[Task input]:

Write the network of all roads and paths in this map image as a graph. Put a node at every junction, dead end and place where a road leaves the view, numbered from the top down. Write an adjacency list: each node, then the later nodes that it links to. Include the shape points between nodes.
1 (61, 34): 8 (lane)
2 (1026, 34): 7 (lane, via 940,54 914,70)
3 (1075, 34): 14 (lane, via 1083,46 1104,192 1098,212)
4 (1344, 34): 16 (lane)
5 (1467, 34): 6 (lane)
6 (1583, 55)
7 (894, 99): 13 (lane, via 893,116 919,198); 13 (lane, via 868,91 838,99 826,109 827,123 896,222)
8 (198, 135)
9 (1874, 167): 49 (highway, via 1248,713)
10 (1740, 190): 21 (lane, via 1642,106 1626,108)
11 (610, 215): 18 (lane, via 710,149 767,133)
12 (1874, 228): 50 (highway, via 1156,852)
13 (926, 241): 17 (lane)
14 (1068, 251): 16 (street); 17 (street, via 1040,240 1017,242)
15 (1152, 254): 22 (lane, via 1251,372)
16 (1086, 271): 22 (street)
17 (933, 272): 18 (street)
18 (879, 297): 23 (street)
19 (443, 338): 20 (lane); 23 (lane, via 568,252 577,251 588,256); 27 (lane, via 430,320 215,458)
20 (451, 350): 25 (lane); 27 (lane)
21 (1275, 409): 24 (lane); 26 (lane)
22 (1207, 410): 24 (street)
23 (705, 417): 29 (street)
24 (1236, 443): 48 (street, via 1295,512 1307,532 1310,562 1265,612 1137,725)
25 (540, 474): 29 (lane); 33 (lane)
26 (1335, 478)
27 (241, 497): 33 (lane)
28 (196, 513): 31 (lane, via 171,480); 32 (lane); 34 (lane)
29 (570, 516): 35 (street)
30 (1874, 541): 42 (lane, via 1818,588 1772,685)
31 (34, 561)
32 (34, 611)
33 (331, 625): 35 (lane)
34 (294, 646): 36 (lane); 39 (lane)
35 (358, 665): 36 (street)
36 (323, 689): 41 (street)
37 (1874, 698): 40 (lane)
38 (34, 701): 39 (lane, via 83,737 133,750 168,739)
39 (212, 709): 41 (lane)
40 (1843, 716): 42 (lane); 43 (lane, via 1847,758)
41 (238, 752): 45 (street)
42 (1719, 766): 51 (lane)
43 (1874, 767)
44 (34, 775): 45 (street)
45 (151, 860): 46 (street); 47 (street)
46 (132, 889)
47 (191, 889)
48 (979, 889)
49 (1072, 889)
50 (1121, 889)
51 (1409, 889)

[What is expected]:
Word for word, write out every record.

[Result of this task]:
Write the network of all roads and paths in this map image as a graph. Put a node at every junction, dead end and place where a road leaves the view, numbered from the top down. Write an adjacency list: each node, then the later nodes that it links to. Include the shape points between nodes.
1 (61, 34): 8 (lane)
2 (1026, 34): 7 (lane, via 940,54 914,70)
3 (1075, 34): 14 (lane, via 1083,46 1104,192 1098,212)
4 (1344, 34): 16 (lane)
5 (1467, 34): 6 (lane)
6 (1583, 55)
7 (894, 99): 13 (lane, via 893,116 919,198); 13 (lane, via 868,91 838,99 826,109 827,123 896,222)
8 (198, 135)
9 (1874, 167): 49 (highway, via 1248,713)
10 (1740, 190): 21 (lane, via 1642,106 1626,108)
11 (610, 215): 18 (lane, via 710,149 767,133)
12 (1874, 228): 50 (highway, via 1156,852)
13 (926, 241): 17 (lane)
14 (1068, 251): 16 (street); 17 (street, via 1040,240 1017,242)
15 (1152, 254): 22 (lane, via 1251,372)
16 (1086, 271): 22 (street)
17 (933, 272): 18 (street)
18 (879, 297): 23 (street)
19 (443, 338): 20 (lane); 23 (lane, via 568,252 577,251 588,256); 27 (lane, via 430,320 215,458)
20 (451, 350): 25 (lane); 27 (lane)
21 (1275, 409): 24 (lane); 26 (lane)
22 (1207, 410): 24 (street)
23 (705, 417): 29 (street)
24 (1236, 443): 48 (street, via 1295,512 1307,532 1310,562 1265,612 1137,725)
25 (540, 474): 29 (lane); 33 (lane)
26 (1335, 478)
27 (241, 497): 33 (lane)
28 (196, 513): 31 (lane, via 171,480); 32 (lane); 34 (lane)
29 (570, 516): 35 (street)
30 (1874, 541): 42 (lane, via 1818,588 1772,685)
31 (34, 561)
32 (34, 611)
33 (331, 625): 35 (lane)
34 (294, 646): 36 (lane); 39 (lane)
35 (358, 665): 36 (street)
36 (323, 689): 41 (street)
37 (1874, 698): 40 (lane)
38 (34, 701): 39 (lane, via 83,737 133,750 168,739)
39 (212, 709): 41 (lane)
40 (1843, 716): 42 (lane); 43 (lane, via 1847,758)
41 (238, 752): 45 (street)
42 (1719, 766): 51 (lane)
43 (1874, 767)
44 (34, 775): 45 (street)
45 (151, 860): 46 (street); 47 (street)
46 (132, 889)
47 (191, 889)
48 (979, 889)
49 (1072, 889)
50 (1121, 889)
51 (1409, 889)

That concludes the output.